Activity —
Please return every record exactly as it appears.

Available data —
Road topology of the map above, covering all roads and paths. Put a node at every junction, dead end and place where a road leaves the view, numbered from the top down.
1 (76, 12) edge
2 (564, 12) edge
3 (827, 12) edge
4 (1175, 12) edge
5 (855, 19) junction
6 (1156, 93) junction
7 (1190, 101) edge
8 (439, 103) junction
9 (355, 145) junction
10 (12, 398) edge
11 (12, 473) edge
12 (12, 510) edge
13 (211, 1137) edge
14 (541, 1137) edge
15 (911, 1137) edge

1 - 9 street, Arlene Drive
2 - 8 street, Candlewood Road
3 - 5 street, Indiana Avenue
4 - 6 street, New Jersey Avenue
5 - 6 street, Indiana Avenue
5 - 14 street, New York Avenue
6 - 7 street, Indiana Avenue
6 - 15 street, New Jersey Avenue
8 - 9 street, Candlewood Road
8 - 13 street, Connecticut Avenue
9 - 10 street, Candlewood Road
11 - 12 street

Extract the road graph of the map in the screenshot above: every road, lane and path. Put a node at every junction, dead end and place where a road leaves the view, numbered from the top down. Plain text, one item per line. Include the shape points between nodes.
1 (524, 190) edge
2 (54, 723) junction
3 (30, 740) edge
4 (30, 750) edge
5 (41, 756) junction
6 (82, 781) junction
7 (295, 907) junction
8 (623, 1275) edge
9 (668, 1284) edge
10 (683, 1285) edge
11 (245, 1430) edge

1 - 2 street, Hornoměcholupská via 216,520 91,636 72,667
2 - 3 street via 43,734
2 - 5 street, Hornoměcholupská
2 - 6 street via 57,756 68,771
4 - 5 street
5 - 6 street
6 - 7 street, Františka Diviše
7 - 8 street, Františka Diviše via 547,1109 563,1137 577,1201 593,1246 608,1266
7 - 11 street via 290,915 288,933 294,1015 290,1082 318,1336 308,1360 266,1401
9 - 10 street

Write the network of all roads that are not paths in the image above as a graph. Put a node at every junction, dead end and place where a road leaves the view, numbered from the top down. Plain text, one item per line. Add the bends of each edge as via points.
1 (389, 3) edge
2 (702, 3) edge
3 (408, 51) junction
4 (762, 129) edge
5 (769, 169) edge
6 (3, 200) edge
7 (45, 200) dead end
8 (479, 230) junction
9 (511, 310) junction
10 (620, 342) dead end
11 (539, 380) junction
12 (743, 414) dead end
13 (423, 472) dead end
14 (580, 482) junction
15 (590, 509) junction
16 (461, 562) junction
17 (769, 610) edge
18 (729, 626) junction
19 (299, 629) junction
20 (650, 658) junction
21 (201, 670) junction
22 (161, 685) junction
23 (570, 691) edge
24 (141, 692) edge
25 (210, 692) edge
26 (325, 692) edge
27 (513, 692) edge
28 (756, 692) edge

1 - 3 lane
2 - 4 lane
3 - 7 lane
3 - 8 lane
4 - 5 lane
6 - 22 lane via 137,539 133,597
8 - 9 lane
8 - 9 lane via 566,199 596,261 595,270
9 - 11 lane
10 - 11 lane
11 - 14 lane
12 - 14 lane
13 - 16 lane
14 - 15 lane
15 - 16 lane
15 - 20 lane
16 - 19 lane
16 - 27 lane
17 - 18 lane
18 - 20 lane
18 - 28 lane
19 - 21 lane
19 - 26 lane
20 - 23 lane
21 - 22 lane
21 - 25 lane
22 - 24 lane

Exercise result —
Road topology of the map above, covering all roads and paths. Put a node at every junction, dead end and place where a road leaves the view, numbered from the top down.
1 (76, 12) edge
2 (564, 12) edge
3 (827, 12) edge
4 (1175, 12) edge
5 (855, 19) junction
6 (1156, 93) junction
7 (1190, 101) edge
8 (439, 103) junction
9 (355, 145) junction
10 (12, 398) edge
11 (12, 473) edge
12 (12, 510) edge
13 (211, 1137) edge
14 (541, 1137) edge
15 (911, 1137) edge

1 - 9 street, Arlene Drive
2 - 8 street, Candlewood Road
3 - 5 street, Indiana Avenue
4 - 6 street, New Jersey Avenue
5 - 6 street, Indiana Avenue
5 - 14 street, New York Avenue
6 - 7 street, Indiana Avenue
6 - 15 street, New Jersey Avenue
8 - 9 street, Candlewood Road
8 - 13 street, Connecticut Avenue
9 - 10 street, Candlewood Road
11 - 12 street

Extract the road graph of the map in the screenshot above: every road, lane and path. Put a node at every junction, dead end and place where a road leaves the view, numbered from the top down. Plain text, one item per line. Include the shape points between nodes.
1 (524, 190) edge
2 (54, 723) junction
3 (30, 740) edge
4 (30, 750) edge
5 (41, 756) junction
6 (82, 781) junction
7 (295, 907) junction
8 (623, 1275) edge
9 (668, 1284) edge
10 (683, 1285) edge
11 (245, 1430) edge

1 - 2 street, Hornoměcholupská via 216,520 91,636 72,667
2 - 3 street via 43,734
2 - 5 street, Hornoměcholupská
2 - 6 street via 57,756 68,771
4 - 5 street
5 - 6 street
6 - 7 street, Františka Diviše
7 - 8 street, Františka Diviše via 547,1109 563,1137 577,1201 593,1246 608,1266
7 - 11 street via 290,915 288,933 294,1015 290,1082 318,1336 308,1360 266,1401
9 - 10 street

Write the network of all roads that are not paths in the image above as a graph. Put a node at every junction, dead end and place where a road leaves the view, numbered from the top down. Plain text, one item per line. Add the bends of each edge as via points.
1 (389, 3) edge
2 (702, 3) edge
3 (408, 51) junction
4 (762, 129) edge
5 (769, 169) edge
6 (3, 200) edge
7 (45, 200) dead end
8 (479, 230) junction
9 (511, 310) junction
10 (620, 342) dead end
11 (539, 380) junction
12 (743, 414) dead end
13 (423, 472) dead end
14 (580, 482) junction
15 (590, 509) junction
16 (461, 562) junction
17 (769, 610) edge
18 (729, 626) junction
19 (299, 629) junction
20 (650, 658) junction
21 (201, 670) junction
22 (161, 685) junction
23 (570, 691) edge
24 (141, 692) edge
25 (210, 692) edge
26 (325, 692) edge
27 (513, 692) edge
28 (756, 692) edge

1 - 3 lane
2 - 4 lane
3 - 7 lane
3 - 8 lane
4 - 5 lane
6 - 22 lane via 137,539 133,597
8 - 9 lane
8 - 9 lane via 566,199 596,261 595,270
9 - 11 lane
10 - 11 lane
11 - 14 lane
12 - 14 lane
13 - 16 lane
14 - 15 lane
15 - 16 lane
15 - 20 lane
16 - 19 lane
16 - 27 lane
17 - 18 lane
18 - 20 lane
18 - 28 lane
19 - 21 lane
19 - 26 lane
20 - 23 lane
21 - 22 lane
21 - 25 lane
22 - 24 lane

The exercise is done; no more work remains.